**Recorded information**
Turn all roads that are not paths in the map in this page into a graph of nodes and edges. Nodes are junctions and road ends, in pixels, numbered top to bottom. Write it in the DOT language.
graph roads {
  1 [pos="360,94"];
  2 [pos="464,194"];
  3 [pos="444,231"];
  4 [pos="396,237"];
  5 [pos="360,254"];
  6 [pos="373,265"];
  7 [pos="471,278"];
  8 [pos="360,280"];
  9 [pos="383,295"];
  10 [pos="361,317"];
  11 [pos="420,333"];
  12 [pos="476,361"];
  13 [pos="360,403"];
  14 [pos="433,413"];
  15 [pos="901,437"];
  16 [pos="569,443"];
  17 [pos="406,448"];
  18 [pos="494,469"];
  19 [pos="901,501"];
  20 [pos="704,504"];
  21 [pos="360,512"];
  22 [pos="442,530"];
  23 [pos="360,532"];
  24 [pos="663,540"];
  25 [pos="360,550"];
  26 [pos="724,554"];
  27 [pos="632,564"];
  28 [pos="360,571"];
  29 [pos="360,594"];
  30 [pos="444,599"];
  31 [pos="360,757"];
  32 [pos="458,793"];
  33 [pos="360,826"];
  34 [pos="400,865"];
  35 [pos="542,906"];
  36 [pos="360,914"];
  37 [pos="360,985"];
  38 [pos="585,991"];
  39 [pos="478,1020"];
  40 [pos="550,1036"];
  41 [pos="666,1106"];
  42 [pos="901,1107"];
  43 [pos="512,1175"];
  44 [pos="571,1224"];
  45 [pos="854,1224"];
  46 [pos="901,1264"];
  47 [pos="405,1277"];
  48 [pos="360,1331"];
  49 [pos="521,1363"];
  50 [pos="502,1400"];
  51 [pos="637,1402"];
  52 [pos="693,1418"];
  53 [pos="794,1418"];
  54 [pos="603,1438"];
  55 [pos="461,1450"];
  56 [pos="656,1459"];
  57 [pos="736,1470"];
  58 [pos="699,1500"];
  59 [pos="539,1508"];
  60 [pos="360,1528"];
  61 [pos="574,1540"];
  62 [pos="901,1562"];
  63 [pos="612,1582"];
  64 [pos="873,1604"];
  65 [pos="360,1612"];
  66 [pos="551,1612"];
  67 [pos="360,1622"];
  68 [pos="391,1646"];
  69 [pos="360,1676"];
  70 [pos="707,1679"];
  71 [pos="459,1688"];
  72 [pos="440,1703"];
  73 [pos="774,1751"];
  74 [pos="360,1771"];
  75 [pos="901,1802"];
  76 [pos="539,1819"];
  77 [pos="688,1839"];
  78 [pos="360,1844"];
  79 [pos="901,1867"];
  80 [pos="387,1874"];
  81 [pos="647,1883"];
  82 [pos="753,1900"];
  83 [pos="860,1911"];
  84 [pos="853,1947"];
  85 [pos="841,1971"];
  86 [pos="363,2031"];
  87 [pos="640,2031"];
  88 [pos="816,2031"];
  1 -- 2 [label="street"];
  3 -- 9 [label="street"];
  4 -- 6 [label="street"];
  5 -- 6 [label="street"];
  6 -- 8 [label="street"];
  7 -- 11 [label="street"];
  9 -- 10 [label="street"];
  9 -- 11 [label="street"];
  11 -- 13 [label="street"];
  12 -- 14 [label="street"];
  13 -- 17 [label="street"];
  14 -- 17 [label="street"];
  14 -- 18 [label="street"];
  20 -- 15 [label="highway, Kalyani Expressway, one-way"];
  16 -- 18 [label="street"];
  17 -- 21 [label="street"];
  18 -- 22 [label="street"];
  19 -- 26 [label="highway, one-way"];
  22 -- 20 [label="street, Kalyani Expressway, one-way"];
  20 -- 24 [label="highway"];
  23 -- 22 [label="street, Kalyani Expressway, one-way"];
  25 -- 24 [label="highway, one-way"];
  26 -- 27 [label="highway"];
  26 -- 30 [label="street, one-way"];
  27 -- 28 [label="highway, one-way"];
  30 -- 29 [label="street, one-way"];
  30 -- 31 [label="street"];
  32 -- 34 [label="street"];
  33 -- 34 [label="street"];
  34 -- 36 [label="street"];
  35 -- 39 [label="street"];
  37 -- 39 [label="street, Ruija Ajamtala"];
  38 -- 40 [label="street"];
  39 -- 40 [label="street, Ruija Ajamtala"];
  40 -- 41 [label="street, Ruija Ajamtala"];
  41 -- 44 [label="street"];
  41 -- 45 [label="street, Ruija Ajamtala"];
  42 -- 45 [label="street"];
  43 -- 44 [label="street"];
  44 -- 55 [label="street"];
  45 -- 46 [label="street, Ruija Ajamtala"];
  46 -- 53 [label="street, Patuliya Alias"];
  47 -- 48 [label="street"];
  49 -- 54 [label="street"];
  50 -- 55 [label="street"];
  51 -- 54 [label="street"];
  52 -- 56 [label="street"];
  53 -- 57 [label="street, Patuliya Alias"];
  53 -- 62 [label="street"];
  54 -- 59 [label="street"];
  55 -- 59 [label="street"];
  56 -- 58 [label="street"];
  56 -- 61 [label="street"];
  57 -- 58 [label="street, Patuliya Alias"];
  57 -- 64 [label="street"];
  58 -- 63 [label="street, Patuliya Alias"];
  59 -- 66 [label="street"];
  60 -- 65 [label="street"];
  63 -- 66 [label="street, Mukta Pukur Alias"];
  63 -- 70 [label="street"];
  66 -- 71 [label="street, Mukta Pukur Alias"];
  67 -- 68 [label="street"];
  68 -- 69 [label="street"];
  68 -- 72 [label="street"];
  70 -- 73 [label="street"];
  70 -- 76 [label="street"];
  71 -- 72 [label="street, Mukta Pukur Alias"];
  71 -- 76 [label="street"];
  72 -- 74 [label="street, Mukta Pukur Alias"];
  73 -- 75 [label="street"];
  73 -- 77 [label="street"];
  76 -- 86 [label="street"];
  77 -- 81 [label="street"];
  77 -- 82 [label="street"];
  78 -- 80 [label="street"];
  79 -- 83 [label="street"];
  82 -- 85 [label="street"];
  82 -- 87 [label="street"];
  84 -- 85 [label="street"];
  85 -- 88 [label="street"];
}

**Task prompt**
The answer must be every line of the records above that holds the word "Patuliya".

**Exercise result**
  46 -- 53 [label="street, Patuliya Alias"];
  53 -- 57 [label="street, Patuliya Alias"];
  57 -- 58 [label="street, Patuliya Alias"];
  58 -- 63 [label="street, Patuliya Alias"];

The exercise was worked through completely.